Exercise instructions: Copy every line from the material below that holds "Ituiutaba".

Dataset:
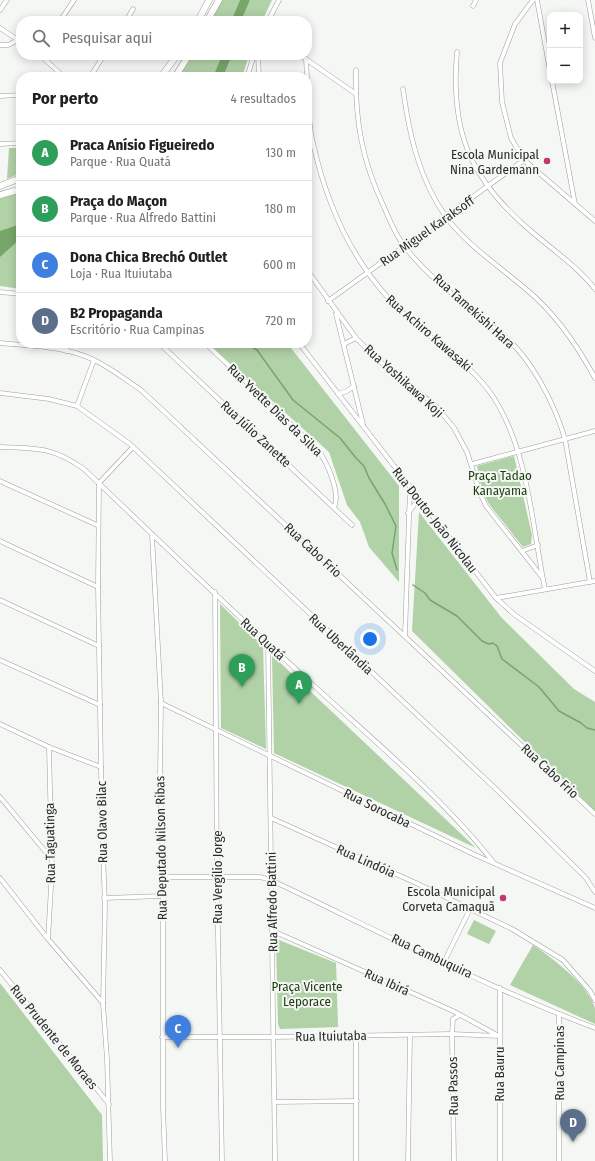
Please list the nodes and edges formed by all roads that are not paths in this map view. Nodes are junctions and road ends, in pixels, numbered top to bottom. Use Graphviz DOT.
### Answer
graph roads {
  1 [pos="7,0"];
  2 [pos="74,0"];
  3 [pos="209,0"];
  4 [pos="219,0"];
  5 [pos="279,0"];
  6 [pos="476,0"];
  7 [pos="533,0"];
  8 [pos="537,0"];
  9 [pos="588,0"];
  10 [pos="473,6"];
  11 [pos="133,9"];
  12 [pos="0,10"];
  13 [pos="63,16"];
  14 [pos="129,16"];
  15 [pos="201,16"];
  16 [pos="210,16"];
  17 [pos="271,16"];
  18 [pos="0,28"];
  19 [pos="595,38"];
  20 [pos="16,39"];
  21 [pos="16,42"];
  22 [pos="0,45"];
  23 [pos="457,52"];
  24 [pos="547,55"];
  25 [pos="45,60"];
  26 [pos="101,60"];
  27 [pos="173,60"];
  28 [pos="186,60"];
  29 [pos="252,60"];
  30 [pos="258,60"];
  31 [pos="306,60"];
  32 [pos="307,60"];
  33 [pos="356,70"];
  34 [pos="59,72"];
  35 [pos="93,72"];
  36 [pos="165,72"];
  37 [pos="179,72"];
  38 [pos="249,72"];
  39 [pos="259,72"];
  40 [pos="307,72"];
  41 [pos="553,84"];
  42 [pos="403,89"];
  43 [pos="356,94"];
  44 [pos="16,95"];
  45 [pos="0,96"];
  46 [pos="16,142"];
  47 [pos="312,142"];
  48 [pos="0,144"];
  49 [pos="524,160"];
  50 [pos="16,180"];
  51 [pos="0,186"];
  52 [pos="488,188"];
  53 [pos="16,190"];
  54 [pos="0,195"];
  55 [pos="575,204"];
  56 [pos="446,217"];
  57 [pos="595,221"];
  58 [pos="405,247"];
  59 [pos="367,273"];
  60 [pos="312,277"];
  61 [pos="595,289"];
  62 [pos="0,292"];
  63 [pos="16,294"];
  64 [pos="328,301"];
  65 [pos="336,311"];
  66 [pos="356,338"];
  67 [pos="0,343"];
  68 [pos="344,344"];
  69 [pos="16,345"];
  70 [pos="41,348"];
  71 [pos="66,348"];
  72 [pos="164,348"];
  73 [pos="210,348"];
  74 [pos="303,348"];
  75 [pos="66,351"];
  76 [pos="94,360"];
  77 [pos="595,378"];
  78 [pos="354,386"];
  79 [pos="0,393"];
  80 [pos="338,394"];
  81 [pos="77,406"];
  82 [pos="363,425"];
  83 [pos="595,430"];
  84 [pos="565,439"];
  85 [pos="0,447"];
  86 [pos="133,447"];
  87 [pos="518,452"];
  88 [pos="472,464"];
  89 [pos="0,481"];
  90 [pos="99,483"];
  91 [pos="410,488"];
  92 [pos="419,499"];
  93 [pos="334,508"];
  94 [pos="408,513"];
  95 [pos="97,525"];
  96 [pos="352,525"];
  97 [pos="152,535"];
  98 [pos="0,541"];
  99 [pos="538,545"];
  100 [pos="522,551"];
  101 [pos="542,577"];
  102 [pos="593,581"];
  103 [pos="98,587"];
  104 [pos="545,590"];
  105 [pos="214,592"];
  106 [pos="496,598"];
  107 [pos="0,600"];
  108 [pos="405,635"];
  109 [pos="268,644"];
  110 [pos="99,646"];
  111 [pos="0,660"];
  112 [pos="595,671"];
  113 [pos="161,704"];
  114 [pos="100,705"];
  115 [pos="0,724"];
  116 [pos="217,731"];
  117 [pos="49,747"];
  118 [pos="270,757"];
  119 [pos="102,767"];
  120 [pos="0,797"];
  121 [pos="595,814"];
  122 [pos="270,818"];
  123 [pos="481,847"];
  124 [pos="473,854"];
  125 [pos="50,857"];
  126 [pos="494,864"];
  127 [pos="216,876"];
  128 [pos="163,877"];
  129 [pos="0,878"];
  130 [pos="271,880"];
  131 [pos="595,892"];
  132 [pos="163,896"];
  133 [pos="104,898"];
  134 [pos="595,908"];
  135 [pos="470,909"];
  136 [pos="273,931"];
  137 [pos="48,939"];
  138 [pos="444,962"];
  139 [pos="0,970"];
  140 [pos="500,988"];
  141 [pos="595,1000"];
  142 [pos="103,1004"];
  143 [pos="558,1014"];
  144 [pos="460,1015"];
  145 [pos="595,1028"];
  146 [pos="452,1034"];
  147 [pos="356,1035"];
  148 [pos="410,1035"];
  149 [pos="499,1036"];
  150 [pos="162,1037"];
  151 [pos="219,1037"];
  152 [pos="274,1037"];
  153 [pos="357,1101"];
  154 [pos="275,1102"];
  155 [pos="109,1104"];
  156 [pos="110,1161"];
  157 [pos="165,1161"];
  158 [pos="222,1161"];
  159 [pos="276,1161"];
  160 [pos="356,1161"];
  161 [pos="408,1161"];
  162 [pos="454,1161"];
  163 [pos="500,1161"];
  164 [pos="559,1161"];
  1 -- 12 [label="street"];
  2 -- 13 [label="street"];
  3 -- 15 [label="main road"];
  4 -- 16 [label="main road"];
  5 -- 17 [label="street"];
  6 -- 10 [label="street"];
  7 -- 49 [label="street"];
  8 -- 24 [label="street"];
  9 -- 19 [label="street"];
  11 -- 14 [label="street"];
  18 -- 20 [label="street"];
  21 -- 22 [label="street"];
  23 -- 52 [label="street"];
  25 -- 34 [label="street"];
  26 -- 35 [label="street"];
  27 -- 36 [label="main road"];
  28 -- 37 [label="main road"];
  29 -- 38 [label="street"];
  30 -- 39 [label="street"];
  31 -- 40 [label="street, Rua Achiro Kawasaki"];
  32 -- 43 [label="street"];
  33 -- 43 [label="street, Rua Tamekishi Hara"];
  41 -- 55 [label="street"];
  42 -- 56 [label="street"];
  43 -- 58 [label="street, Rua Tamekishi Hara"];
  44 -- 45 [label="street"];
  46 -- 48 [label="street"];
  47 -- 59 [label="street, Rua Achiro Kawasaki"];
  49 -- 52 [label="street, Rua Miguel Karaksoff"];
  49 -- 55 [label="street"];
  50 -- 51 [label="main road"];
  52 -- 56 [label="street, Rua Miguel Karaksoff"];
  52 -- 61 [label="street"];
  53 -- 54 [label="main road"];
  55 -- 57 [label="street"];
  56 -- 58 [label="street, Rua Miguel Karaksoff"];
  56 -- 77 [label="street"];
  58 -- 59 [label="street, Rua Miguel Karaksoff"];
  58 -- 84 [label="street, Rua Tamekishi Hara"];
  59 -- 64 [label="street, Rua Miguel Karaksoff"];
  59 -- 87 [label="street, Rua Achiro Kawasaki"];
  60 -- 64 [label="street, Rua Yoshikawa Koji"];
  62 -- 63 [label="street"];
  64 -- 65 [label="street, Rua Yoshikawa Koji"];
  65 -- 66 [label="street, Rua Yoshikawa Koji"];
  65 -- 68 [label="street"];
  66 -- 68 [label="street"];
  66 -- 88 [label="street, Rua Yoshikawa Koji"];
  67 -- 69 [label="street, Rua Cabo Frio"];
  68 -- 78 [label="street"];
  70 -- 75 [label="street, Rua Cabo Frio"];
  71 -- 75 [label="street"];
  72 -- 93 [label="street, Rua Júlio Zanette"];
  73 -- 93 [label="street, Rua Yvette Dias da Silva"];
  74 -- 80 [label="street, Rua Doutor João Nicolau"];
  75 -- 76 [label="street, Rua Cabo Frio"];
  76 -- 81 [label="street"];
  76 -- 108 [label="street, Rua Cabo Frio"];
  78 -- 80 [label="street"];
  78 -- 82 [label="street"];
  79 -- 81 [label="street"];
  80 -- 82 [label="street, Rua Doutor João Nicolau"];
  81 -- 86 [label="street, Rua Uberlândia"];
  82 -- 91 [label="street, Rua Doutor João Nicolau"];
  83 -- 84 [label="street"];
  84 -- 87 [label="street"];
  84 -- 102 [label="street, Rua Tamekishi Hara"];
  85 -- 90 [label="street, Rua Quatá"];
  86 -- 90 [label="street"];
  86 -- 131 [label="street, Rua Uberlândia"];
  87 -- 88 [label="street"];
  87 -- 99 [label="street, Rua Achiro Kawasaki"];
  88 -- 100 [label="street, Rua Yoshikawa Koji"];
  89 -- 95 [label="street"];
  90 -- 95 [label="street, Rua Olavo Bilac"];
  90 -- 97 [label="street, Rua Quatá"];
  91 -- 92 [label="street, Rua Doutor João Nicolau"];
  91 -- 94 [label="street"];
  92 -- 94 [label="street"];
  92 -- 106 [label="street, Rua Doutor João Nicolau"];
  93 -- 96 [label="street, Rua Júlio Zanette"];
  94 -- 108 [label="street"];
  95 -- 103 [label="street, Rua Olavo Bilac"];
  97 -- 105 [label="street, Rua Quatá"];
  97 -- 113 [label="street, Rua Deputado Nilson Ribas"];
  98 -- 103 [label="street"];
  99 -- 100 [label="street"];
  99 -- 101 [label="street, Rua Achiro Kawasaki"];
  100 -- 101 [label="street, Rua Yoshikawa Koji"];
  101 -- 104 [label="street, Rua Achiro Kawasaki"];
  102 -- 104 [label="street"];
  103 -- 110 [label="street, Rua Olavo Bilac"];
  104 -- 106 [label="street"];
  105 -- 109 [label="street, Rua Quatá"];
  105 -- 116 [label="street, Rua Vergílio Jorge"];
  106 -- 112 [label="street, Rua Doutor João Nicolau"];
  107 -- 110 [label="street"];
  108 -- 121 [label="street, Rua Cabo Frio"];
  109 -- 118 [label="street, Rua Alfredo Battini"];
  109 -- 123 [label="street, Rua Quatá"];
  110 -- 114 [label="street, Rua Olavo Bilac"];
  111 -- 114 [label="street"];
  113 -- 116 [label="street, Rua Sorocaba"];
  113 -- 128 [label="street, Rua Deputado Nilson Ribas"];
  114 -- 119 [label="street, Rua Olavo Bilac"];
  115 -- 117 [label="street"];
  116 -- 118 [label="street, Rua Sorocaba"];
  116 -- 127 [label="street, Rua Vergílio Jorge"];
  117 -- 119 [label="street"];
  117 -- 125 [label="street, Rua Taguatinga"];
  118 -- 122 [label="street, Rua Alfredo Battini"];
  118 -- 124 [label="street, Rua Sorocaba"];
  119 -- 133 [label="street, Rua Olavo Bilac"];
  120 -- 125 [label="street"];
  122 -- 130 [label="street, Rua Alfredo Battini"];
  122 -- 135 [label="street, Rua Lindóia"];
  123 -- 124 [label="street"];
  123 -- 126 [label="street, Rua Quatá"];
  124 -- 126 [label="street, Rua Sorocaba"];
  125 -- 137 [label="street, Rua Taguatinga"];
  126 -- 134 [label="street, Rua Sorocaba"];
  127 -- 128 [label="street, Rua Cambuquira"];
  127 -- 130 [label="street, Rua Cambuquira"];
  127 -- 151 [label="street, Rua Vergílio Jorge"];
  128 -- 132 [label="street, Rua Deputado Nilson Ribas"];
  129 -- 137 [label="street"];
  130 -- 136 [label="street, Rua Alfredo Battini"];
  130 -- 138 [label="street, Rua Cambuquira"];
  132 -- 133 [label="street"];
  132 -- 150 [label="street, Rua Deputado Nilson Ribas"];
  133 -- 142 [label="street, Rua Olavo Bilac"];
  135 -- 138 [label="street"];
  135 -- 141 [label="street, Rua Lindóia"];
  136 -- 144 [label="street, Rua Ibirá"];
  136 -- 152 [label="street, Rua Alfredo Battini"];
  137 -- 142 [label="street"];
  138 -- 140 [label="street, Rua Cambuquira"];
  139 -- 155 [label="street, Rua Prudente de Moraes"];
  140 -- 143 [label="street, Rua Cambuquira"];
  140 -- 149 [label="street, Rua Bauru"];
  142 -- 155 [label="street, Rua Olavo Bilac"];
  143 -- 145 [label="street, Rua Cambuquira"];
  143 -- 164 [label="street, Rua Campinas"];
  144 -- 146 [label="street, Rua Passos"];
  144 -- 149 [label="street, Rua Ibirá"];
  146 -- 148 [label="street, Rua Ituiutaba"];
  146 -- 149 [label="street, Rua Ituiutaba"];
  146 -- 162 [label="street, Rua Passos"];
  147 -- 148 [label="street, Rua Ituiutaba"];
  147 -- 152 [label="street, Rua Ituiutaba"];
  147 -- 153 [label="street"];
  148 -- 161 [label="street"];
  149 -- 163 [label="street, Rua Bauru"];
  150 -- 151 [label="street, Rua Ituiutaba"];
  150 -- 157 [label="street, Rua Deputado Nilson Ribas"];
  151 -- 152 [label="street, Rua Ituiutaba"];
  151 -- 158 [label="street, Rua Vergílio Jorge"];
  152 -- 154 [label="street, Rua Alfredo Battini"];
  153 -- 154 [label="street"];
  153 -- 160 [label="street"];
  154 -- 159 [label="street, Rua Alfredo Battini"];
  155 -- 156 [label="street, Rua Olavo Bilac"];
}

Answer:
  146 -- 148 [label="street, Rua Ituiutaba"];
  146 -- 149 [label="street, Rua Ituiutaba"];
  147 -- 148 [label="street, Rua Ituiutaba"];
  147 -- 152 [label="street, Rua Ituiutaba"];
  150 -- 151 [label="street, Rua Ituiutaba"];
  151 -- 152 [label="street, Rua Ituiutaba"];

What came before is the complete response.